Records to use>
═══
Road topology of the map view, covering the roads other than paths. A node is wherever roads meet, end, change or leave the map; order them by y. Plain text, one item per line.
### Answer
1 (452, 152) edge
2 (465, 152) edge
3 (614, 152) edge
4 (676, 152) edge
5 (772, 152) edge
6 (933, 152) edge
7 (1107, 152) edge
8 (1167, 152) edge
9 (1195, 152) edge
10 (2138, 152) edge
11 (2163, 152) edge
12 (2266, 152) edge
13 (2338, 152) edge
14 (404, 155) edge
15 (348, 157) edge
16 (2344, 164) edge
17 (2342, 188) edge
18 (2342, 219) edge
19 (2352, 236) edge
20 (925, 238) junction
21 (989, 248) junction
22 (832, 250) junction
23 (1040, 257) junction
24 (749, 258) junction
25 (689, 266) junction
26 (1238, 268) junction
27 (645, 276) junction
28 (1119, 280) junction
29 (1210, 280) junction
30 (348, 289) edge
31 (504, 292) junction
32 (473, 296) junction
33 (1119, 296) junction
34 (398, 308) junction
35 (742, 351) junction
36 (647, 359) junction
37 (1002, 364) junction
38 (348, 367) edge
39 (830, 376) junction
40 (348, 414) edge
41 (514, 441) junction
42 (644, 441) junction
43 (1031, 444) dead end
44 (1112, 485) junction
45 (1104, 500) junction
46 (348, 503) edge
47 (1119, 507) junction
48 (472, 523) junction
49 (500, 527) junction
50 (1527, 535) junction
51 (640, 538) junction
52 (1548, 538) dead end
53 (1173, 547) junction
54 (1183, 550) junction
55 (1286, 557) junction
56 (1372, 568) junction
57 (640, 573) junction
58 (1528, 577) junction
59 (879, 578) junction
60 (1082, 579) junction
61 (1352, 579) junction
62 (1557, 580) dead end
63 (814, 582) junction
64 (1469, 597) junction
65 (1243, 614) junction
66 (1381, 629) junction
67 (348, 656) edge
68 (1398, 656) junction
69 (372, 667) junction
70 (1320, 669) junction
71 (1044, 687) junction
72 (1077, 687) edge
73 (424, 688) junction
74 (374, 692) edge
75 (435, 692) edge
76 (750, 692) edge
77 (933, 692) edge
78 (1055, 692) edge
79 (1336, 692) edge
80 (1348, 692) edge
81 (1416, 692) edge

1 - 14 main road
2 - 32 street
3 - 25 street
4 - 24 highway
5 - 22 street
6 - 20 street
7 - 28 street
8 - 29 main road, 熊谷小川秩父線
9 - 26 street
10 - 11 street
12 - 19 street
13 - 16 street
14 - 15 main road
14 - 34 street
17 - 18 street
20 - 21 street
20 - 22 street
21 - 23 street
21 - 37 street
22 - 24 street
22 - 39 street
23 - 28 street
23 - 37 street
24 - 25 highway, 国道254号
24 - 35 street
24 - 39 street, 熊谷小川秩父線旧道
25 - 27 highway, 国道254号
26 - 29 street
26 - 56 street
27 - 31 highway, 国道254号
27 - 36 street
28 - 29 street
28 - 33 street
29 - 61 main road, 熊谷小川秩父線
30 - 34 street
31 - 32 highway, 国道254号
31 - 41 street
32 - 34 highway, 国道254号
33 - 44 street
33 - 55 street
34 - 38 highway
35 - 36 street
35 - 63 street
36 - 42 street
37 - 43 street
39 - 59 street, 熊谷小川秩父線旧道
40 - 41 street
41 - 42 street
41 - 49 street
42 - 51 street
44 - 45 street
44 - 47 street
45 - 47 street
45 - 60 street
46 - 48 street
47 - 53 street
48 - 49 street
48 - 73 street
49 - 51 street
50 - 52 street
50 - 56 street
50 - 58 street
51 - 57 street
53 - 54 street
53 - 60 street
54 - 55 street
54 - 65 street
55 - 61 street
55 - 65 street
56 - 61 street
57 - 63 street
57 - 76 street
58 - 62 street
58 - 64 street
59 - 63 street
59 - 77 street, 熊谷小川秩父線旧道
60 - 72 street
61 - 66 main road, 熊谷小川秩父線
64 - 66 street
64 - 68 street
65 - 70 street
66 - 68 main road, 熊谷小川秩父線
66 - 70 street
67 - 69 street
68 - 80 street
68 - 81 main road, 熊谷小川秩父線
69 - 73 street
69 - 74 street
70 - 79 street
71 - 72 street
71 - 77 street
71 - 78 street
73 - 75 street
═══
What to work on> The lines to return are those with the string "dead" in them; copy each from the entries above.

Written response>
43 (1031, 444) dead end
52 (1548, 538) dead end
62 (1557, 580) dead end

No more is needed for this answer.